**Stored data**.
_ _ _ _ _

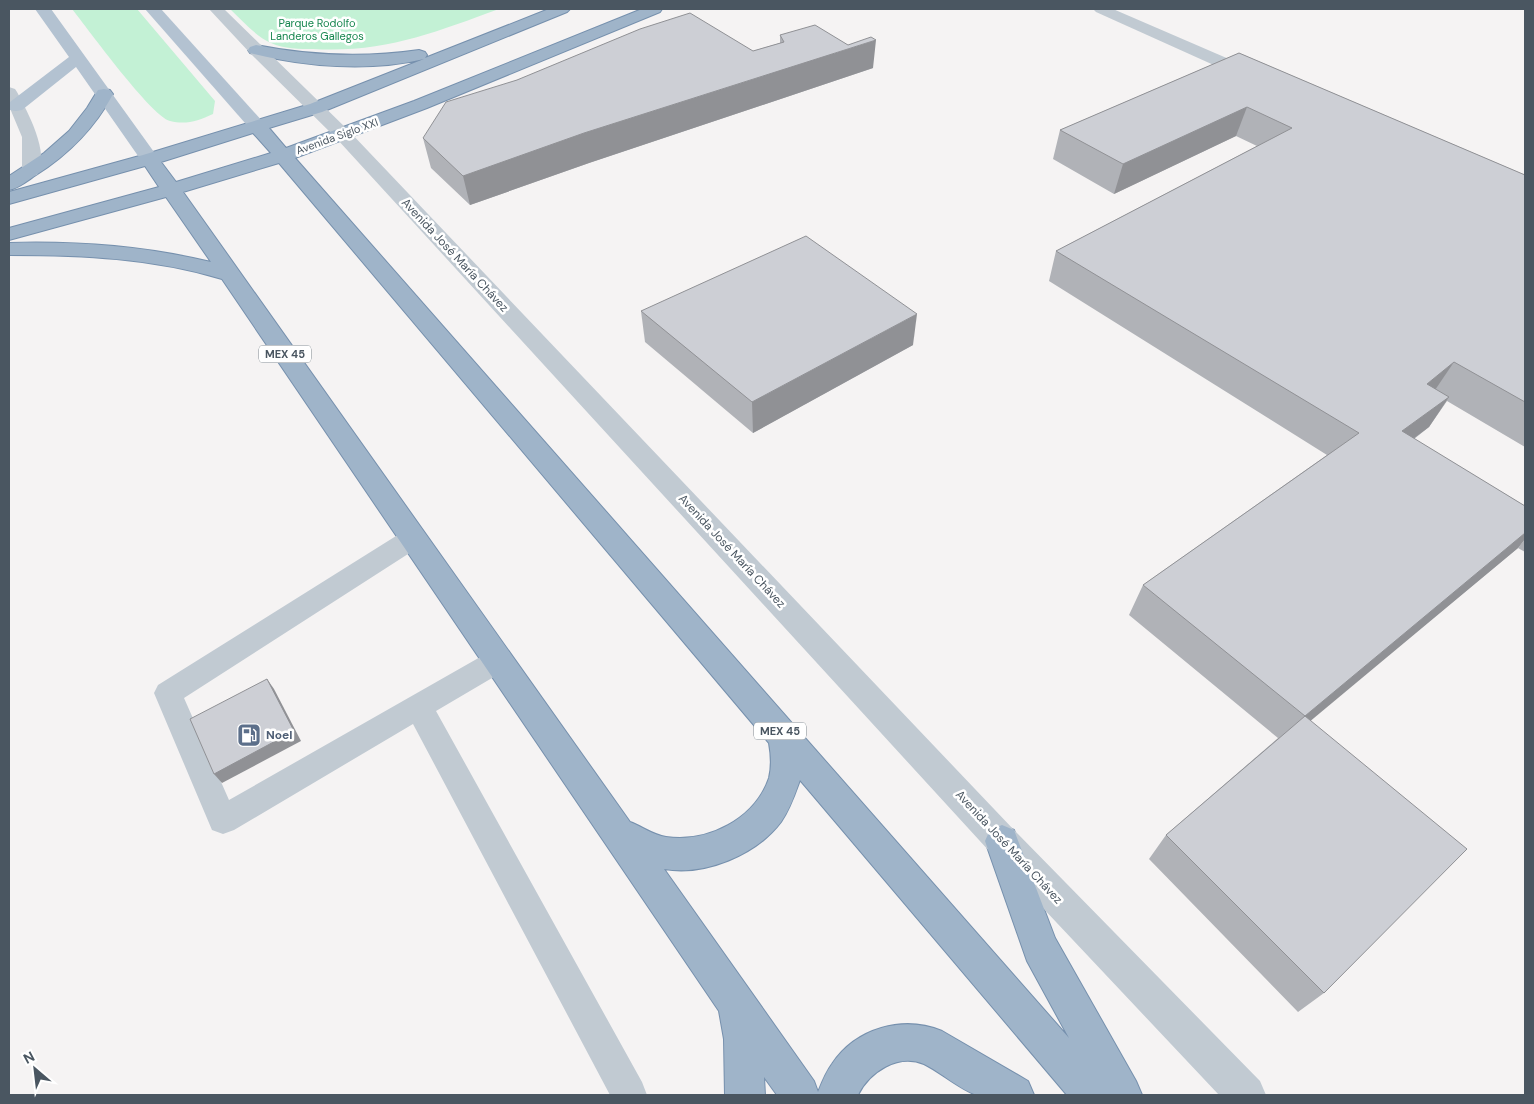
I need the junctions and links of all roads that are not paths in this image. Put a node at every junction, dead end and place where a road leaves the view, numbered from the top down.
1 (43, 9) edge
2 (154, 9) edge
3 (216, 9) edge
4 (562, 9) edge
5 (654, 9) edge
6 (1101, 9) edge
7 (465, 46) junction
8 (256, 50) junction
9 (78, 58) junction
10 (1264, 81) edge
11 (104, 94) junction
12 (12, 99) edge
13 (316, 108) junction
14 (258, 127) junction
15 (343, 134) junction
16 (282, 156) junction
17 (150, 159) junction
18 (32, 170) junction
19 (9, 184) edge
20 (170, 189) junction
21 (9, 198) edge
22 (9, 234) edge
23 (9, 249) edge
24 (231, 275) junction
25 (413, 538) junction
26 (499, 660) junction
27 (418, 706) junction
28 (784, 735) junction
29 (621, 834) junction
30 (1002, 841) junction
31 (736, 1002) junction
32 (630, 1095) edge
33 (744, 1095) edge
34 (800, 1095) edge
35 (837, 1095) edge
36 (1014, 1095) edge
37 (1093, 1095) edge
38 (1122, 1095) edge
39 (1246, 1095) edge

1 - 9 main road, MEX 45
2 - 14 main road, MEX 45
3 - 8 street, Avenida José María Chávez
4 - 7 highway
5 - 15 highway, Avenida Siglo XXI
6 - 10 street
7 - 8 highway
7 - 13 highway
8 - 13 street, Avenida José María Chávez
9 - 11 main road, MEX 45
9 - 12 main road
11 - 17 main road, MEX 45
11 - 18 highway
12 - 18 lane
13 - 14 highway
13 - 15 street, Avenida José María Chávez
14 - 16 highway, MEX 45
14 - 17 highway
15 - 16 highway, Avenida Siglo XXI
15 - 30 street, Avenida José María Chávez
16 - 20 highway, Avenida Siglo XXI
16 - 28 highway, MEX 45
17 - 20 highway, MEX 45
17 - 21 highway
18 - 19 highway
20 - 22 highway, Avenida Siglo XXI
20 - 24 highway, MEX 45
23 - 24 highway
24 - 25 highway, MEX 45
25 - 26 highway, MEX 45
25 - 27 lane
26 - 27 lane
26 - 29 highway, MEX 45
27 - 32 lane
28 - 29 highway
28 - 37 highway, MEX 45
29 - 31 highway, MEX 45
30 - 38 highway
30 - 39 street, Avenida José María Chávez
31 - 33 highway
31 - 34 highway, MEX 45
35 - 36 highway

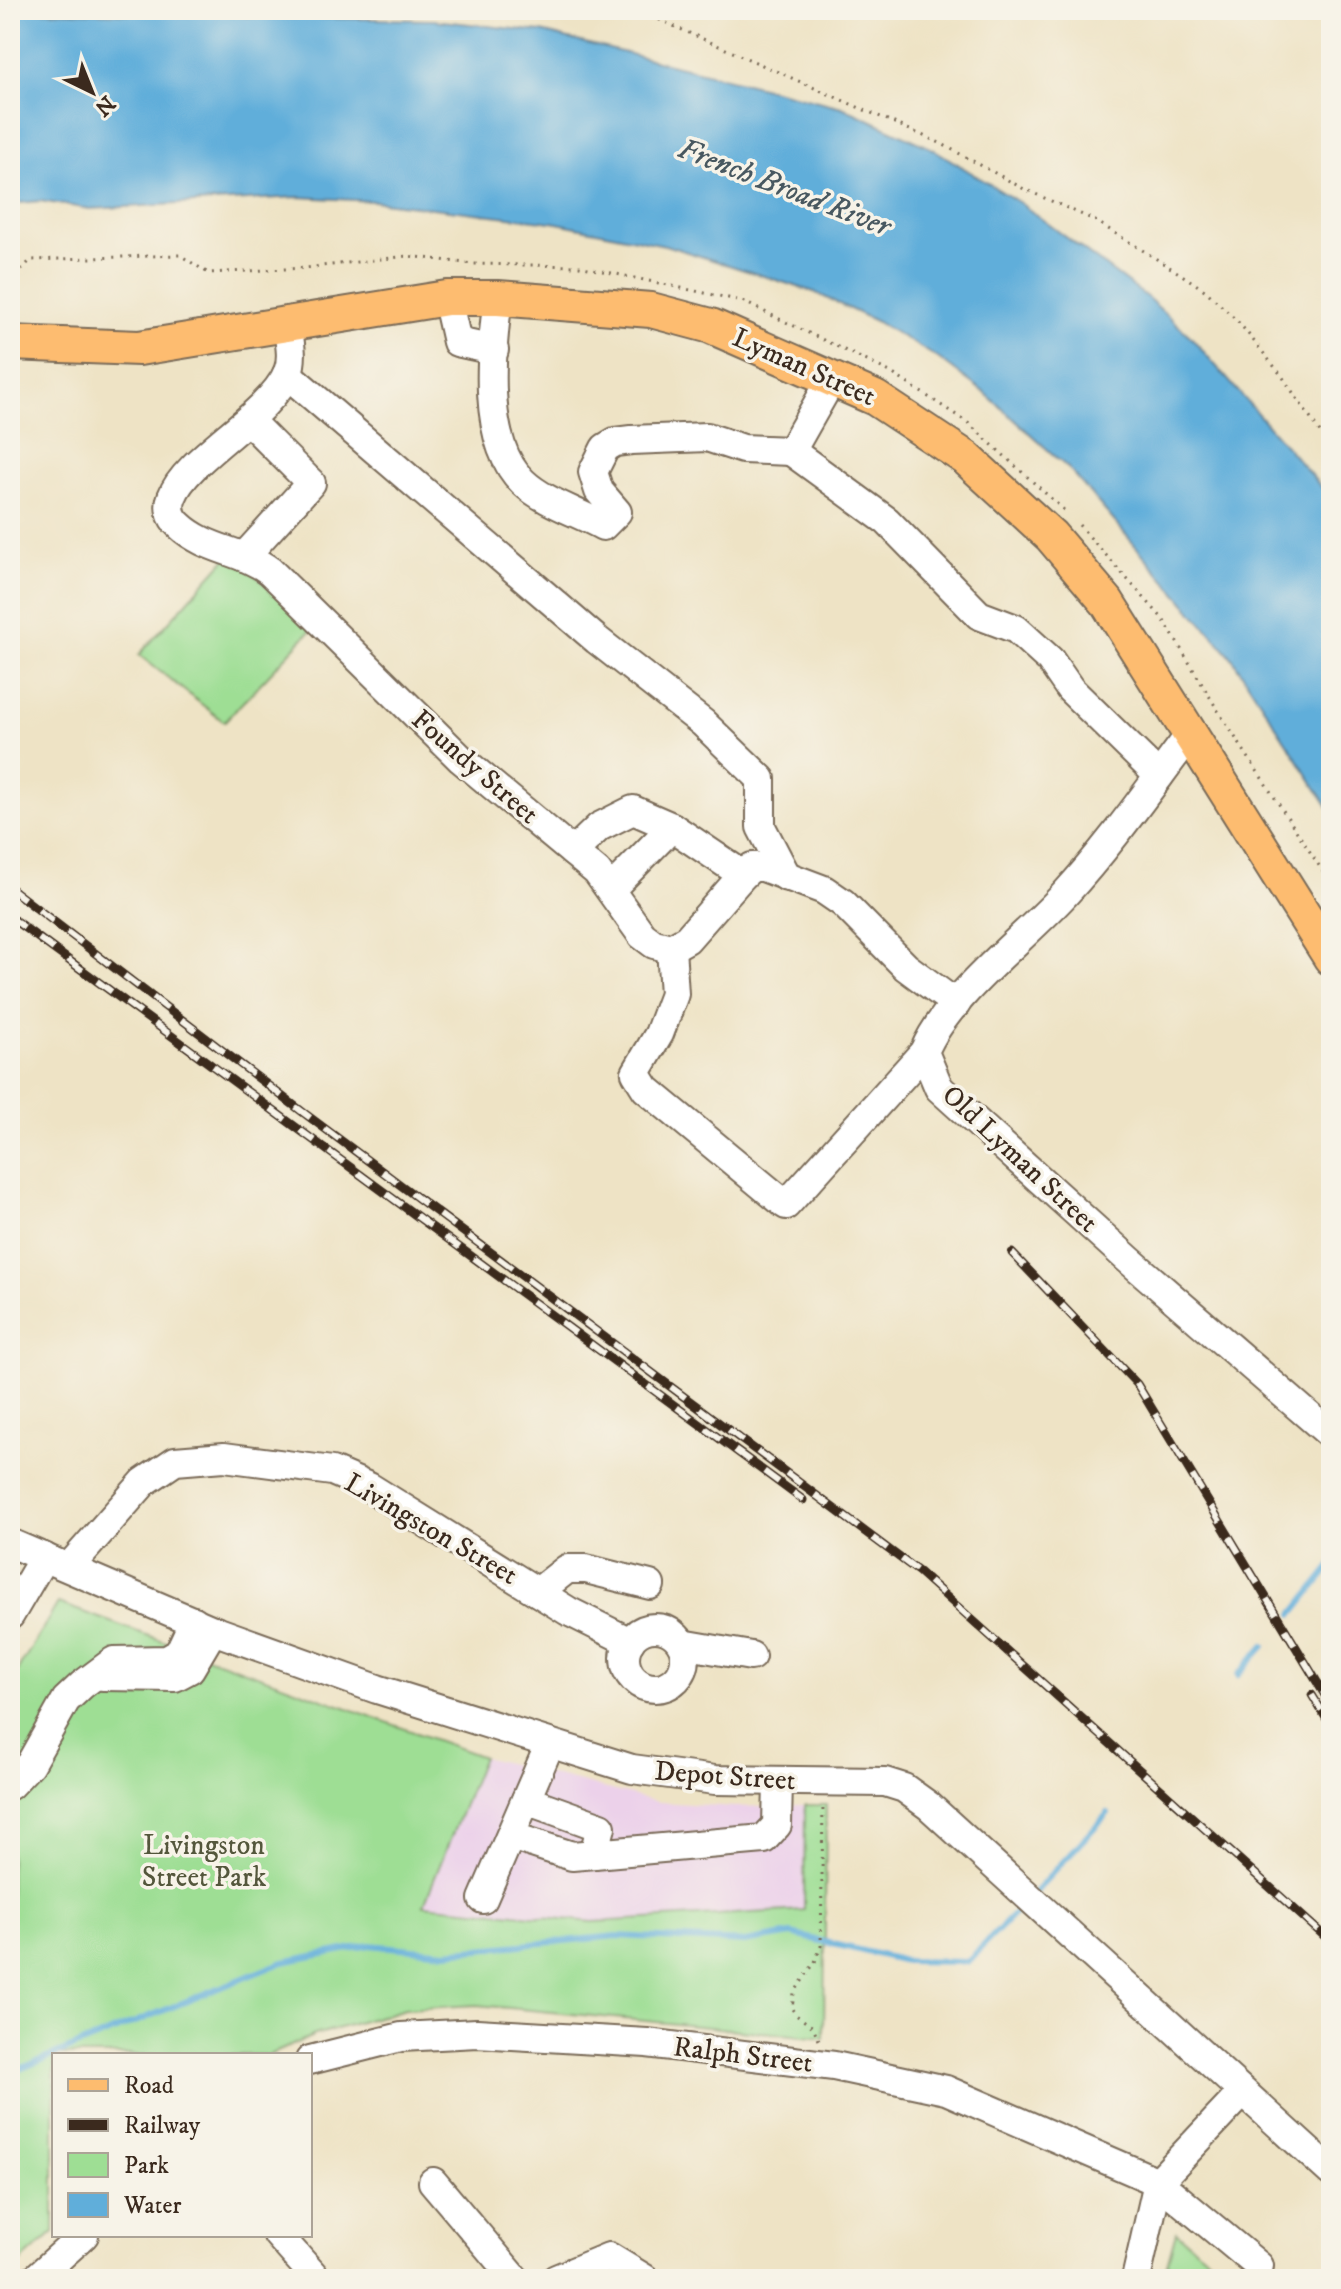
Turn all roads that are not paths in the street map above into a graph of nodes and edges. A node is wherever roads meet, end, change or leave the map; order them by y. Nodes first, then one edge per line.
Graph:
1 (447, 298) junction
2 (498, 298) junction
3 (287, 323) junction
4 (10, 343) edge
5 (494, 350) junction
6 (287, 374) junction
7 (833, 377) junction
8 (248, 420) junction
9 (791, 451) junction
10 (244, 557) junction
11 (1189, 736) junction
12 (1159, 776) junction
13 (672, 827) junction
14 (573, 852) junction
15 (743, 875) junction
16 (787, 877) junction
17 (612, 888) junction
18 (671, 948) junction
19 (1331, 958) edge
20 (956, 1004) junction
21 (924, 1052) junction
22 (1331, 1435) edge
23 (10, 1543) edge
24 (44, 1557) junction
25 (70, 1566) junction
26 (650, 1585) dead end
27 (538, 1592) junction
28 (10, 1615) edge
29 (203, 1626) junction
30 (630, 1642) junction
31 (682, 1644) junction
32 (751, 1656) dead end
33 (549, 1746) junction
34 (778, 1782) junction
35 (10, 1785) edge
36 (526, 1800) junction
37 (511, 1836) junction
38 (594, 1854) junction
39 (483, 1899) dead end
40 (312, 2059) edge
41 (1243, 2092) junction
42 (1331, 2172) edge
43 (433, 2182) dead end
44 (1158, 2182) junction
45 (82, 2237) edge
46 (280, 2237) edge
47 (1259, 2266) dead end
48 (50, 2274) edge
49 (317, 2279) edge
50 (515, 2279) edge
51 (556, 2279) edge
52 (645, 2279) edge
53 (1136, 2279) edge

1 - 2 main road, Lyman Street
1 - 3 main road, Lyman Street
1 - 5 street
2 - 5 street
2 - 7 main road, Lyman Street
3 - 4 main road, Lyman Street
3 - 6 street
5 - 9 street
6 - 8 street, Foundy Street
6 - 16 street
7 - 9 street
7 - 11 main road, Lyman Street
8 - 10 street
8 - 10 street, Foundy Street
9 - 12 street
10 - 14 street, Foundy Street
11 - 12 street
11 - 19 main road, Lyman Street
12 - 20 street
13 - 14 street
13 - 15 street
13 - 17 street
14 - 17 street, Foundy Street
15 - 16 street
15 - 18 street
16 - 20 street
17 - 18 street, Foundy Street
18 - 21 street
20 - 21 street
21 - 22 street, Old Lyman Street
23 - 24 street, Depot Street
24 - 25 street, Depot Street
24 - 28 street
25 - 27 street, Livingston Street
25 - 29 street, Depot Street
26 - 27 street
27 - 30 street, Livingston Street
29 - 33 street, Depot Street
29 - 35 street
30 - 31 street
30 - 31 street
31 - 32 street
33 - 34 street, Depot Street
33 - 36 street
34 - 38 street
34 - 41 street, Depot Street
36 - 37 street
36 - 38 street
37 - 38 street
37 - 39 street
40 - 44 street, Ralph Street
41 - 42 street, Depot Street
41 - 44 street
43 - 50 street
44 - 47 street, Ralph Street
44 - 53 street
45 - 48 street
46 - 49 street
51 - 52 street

_ _ _ _ _

**What to work on**. In the entries above, how many lines hold the word "lane"? State the number and nothing else.

**Output of the exercise**. 4